An Indian fashion designer has publicly apologised for saying women who cannot tie saris should be ashamed of themselves, after his comments were labelled sexist and demeaning.
Sabyasachi Mukherjee said: “I am sorry that I used the word ‘shame’ in reference to some women’s inability to wear a sari. I truly regret that the way in which I tried to make a point about the sari enabled it to be interpreted as misogynistic, patriarchal, and non-inclusive – this was certainly not my intention.”
Last week at conference on India at Harvard University in the USA, Mr Mukherjee had responded to a question about modern Indian trends, saying: "I think, if you tell me that you do not know how to wear a sari, I would say shame on you. It’s a part of your culture, you need to buck up and stand up for it.”
The designer is famous for using traditional Indian looks in his creations, often reviving old styles of handlooms, weaves and cuts. He counts several Bollywood actresses and other public figures among his clients.
"A woman had asked me to comment on the cultural taboo of young women wearing saris because, as she said, society tells them that it ‘makes them look older’," he said.
Millions of Indian women wear saris daily for a host of formal and informal occasions and while many younger females do not wear them all the time, critics asked how Mr Mukherjee got the idea tying the garment was becoming a lost art.

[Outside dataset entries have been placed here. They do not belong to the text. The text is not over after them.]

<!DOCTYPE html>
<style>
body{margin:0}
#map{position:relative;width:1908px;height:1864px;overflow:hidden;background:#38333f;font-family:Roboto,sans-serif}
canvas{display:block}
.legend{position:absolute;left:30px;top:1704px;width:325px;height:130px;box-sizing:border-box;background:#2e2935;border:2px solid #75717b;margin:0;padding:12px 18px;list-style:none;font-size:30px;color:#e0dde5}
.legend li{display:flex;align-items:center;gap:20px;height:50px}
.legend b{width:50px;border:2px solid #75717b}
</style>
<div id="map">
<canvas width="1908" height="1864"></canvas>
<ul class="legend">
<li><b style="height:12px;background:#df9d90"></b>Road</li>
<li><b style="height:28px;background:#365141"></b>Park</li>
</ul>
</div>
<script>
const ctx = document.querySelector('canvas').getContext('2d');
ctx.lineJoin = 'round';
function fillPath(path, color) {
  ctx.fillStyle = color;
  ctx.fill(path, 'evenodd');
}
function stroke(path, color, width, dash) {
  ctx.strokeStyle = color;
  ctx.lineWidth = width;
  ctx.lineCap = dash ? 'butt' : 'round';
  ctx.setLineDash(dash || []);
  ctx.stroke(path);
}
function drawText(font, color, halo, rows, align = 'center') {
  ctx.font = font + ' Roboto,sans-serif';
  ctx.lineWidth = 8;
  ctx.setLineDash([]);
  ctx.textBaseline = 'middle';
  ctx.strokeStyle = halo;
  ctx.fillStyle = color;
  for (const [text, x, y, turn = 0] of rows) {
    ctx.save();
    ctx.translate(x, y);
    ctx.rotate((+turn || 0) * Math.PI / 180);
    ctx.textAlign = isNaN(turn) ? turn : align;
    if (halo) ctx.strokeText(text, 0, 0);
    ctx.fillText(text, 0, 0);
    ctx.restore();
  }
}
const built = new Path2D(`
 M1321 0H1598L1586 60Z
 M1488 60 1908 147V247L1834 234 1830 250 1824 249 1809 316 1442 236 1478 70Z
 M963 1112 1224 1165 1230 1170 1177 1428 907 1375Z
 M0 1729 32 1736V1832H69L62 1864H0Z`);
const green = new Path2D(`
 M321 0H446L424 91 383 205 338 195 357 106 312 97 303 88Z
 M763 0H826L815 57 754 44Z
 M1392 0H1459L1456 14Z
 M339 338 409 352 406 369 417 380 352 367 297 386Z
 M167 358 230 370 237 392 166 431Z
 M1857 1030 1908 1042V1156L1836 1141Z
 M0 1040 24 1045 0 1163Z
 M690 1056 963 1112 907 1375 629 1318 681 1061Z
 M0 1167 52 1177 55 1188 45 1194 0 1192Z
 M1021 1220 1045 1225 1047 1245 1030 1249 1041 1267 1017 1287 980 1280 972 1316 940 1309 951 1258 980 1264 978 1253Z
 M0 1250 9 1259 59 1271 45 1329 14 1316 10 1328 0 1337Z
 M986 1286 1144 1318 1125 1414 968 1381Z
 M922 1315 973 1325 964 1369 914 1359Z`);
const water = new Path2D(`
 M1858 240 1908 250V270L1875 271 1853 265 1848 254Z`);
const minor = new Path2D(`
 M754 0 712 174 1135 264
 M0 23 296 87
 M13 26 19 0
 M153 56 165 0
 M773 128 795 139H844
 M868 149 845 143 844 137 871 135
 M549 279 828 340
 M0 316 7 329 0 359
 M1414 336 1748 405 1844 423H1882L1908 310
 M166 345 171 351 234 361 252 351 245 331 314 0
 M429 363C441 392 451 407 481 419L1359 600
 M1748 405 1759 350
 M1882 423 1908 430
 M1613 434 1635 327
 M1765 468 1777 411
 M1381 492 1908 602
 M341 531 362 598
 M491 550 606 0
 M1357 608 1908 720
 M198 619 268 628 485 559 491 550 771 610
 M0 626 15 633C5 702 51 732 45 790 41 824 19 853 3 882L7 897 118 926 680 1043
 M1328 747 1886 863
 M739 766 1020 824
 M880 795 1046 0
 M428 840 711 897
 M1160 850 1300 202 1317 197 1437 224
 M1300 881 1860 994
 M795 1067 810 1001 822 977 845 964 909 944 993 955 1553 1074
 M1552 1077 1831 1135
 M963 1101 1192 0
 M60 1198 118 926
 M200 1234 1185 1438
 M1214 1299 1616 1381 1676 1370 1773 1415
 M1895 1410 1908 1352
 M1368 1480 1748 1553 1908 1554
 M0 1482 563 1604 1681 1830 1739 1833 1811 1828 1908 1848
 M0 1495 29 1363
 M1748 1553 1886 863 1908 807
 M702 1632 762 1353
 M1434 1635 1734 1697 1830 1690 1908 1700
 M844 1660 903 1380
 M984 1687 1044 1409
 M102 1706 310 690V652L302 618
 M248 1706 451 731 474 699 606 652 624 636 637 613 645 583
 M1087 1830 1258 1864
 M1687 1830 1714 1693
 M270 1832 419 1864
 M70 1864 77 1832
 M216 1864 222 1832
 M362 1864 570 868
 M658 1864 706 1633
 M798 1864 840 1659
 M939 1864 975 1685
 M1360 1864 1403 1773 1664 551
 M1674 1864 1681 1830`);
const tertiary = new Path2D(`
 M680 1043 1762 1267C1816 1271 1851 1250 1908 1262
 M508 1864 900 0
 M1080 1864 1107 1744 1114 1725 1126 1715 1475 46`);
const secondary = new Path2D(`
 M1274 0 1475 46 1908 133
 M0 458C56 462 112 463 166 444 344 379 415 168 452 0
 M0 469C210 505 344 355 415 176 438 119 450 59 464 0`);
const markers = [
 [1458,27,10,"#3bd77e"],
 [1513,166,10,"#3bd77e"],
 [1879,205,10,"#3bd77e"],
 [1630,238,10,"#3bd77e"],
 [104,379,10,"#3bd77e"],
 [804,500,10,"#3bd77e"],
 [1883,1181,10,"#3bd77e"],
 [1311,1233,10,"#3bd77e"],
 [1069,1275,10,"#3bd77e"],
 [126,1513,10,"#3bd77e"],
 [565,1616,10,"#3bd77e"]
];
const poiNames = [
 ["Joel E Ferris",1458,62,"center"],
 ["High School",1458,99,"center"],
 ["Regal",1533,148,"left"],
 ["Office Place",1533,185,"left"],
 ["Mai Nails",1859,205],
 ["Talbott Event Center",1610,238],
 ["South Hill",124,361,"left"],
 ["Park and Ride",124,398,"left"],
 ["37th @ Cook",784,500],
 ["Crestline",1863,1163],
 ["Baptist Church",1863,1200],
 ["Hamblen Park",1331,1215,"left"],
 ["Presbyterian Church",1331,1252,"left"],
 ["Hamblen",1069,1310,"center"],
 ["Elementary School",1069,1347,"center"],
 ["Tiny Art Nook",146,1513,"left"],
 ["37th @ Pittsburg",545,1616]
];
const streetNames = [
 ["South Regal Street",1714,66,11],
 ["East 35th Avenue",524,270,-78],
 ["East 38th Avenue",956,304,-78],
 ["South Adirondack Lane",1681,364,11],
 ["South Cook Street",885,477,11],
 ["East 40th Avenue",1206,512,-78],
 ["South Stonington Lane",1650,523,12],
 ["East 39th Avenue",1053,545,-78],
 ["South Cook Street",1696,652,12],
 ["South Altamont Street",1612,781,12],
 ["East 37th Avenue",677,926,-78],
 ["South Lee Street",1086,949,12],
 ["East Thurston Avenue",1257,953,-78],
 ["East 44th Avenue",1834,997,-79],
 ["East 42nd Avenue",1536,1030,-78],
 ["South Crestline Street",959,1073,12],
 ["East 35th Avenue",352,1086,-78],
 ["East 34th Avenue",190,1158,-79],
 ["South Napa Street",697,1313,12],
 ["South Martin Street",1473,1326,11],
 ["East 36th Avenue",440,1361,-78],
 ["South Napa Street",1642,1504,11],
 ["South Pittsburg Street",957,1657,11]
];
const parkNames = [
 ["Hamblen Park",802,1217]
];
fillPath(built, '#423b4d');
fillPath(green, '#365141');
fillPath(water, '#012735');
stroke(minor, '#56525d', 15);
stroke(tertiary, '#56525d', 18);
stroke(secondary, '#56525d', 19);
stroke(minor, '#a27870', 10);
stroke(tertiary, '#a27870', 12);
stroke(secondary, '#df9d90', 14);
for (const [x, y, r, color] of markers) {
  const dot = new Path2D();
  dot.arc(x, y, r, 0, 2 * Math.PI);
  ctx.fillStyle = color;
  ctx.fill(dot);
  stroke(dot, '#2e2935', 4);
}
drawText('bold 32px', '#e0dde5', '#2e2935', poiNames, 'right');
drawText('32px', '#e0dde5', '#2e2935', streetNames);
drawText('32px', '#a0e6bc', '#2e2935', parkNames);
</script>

Fashion writer Veena srinath tweeted: “I can wear a saree, and this silly comment still irritates me. What, is Sabyasachi always in a dhoti??”
A dhoti is a traditional cloth worn by Indian men, and the general tone online was one of anger that Mr Mukherjee seemed happy to single out women for apparently deserting traditions, but not his male companions.
I can wear a saree, and this silly comment still irritates me. What, is Sabyasachi always in a dhoti??
— veena_srinath (@veena_srinath) February 12, 2018
The designer denied he was trying to admonish women and claims he was merely caught up in a passionate moment during the Harvard discussion.
“What I said was wrong, but it has been made into an inflammatory issue and I have been hanged on social media and labelled a criminal, called a misogynist, patriarchal and what not.”
“We all make mistakes, and you know I am not one to shy away from admitting it”, he added.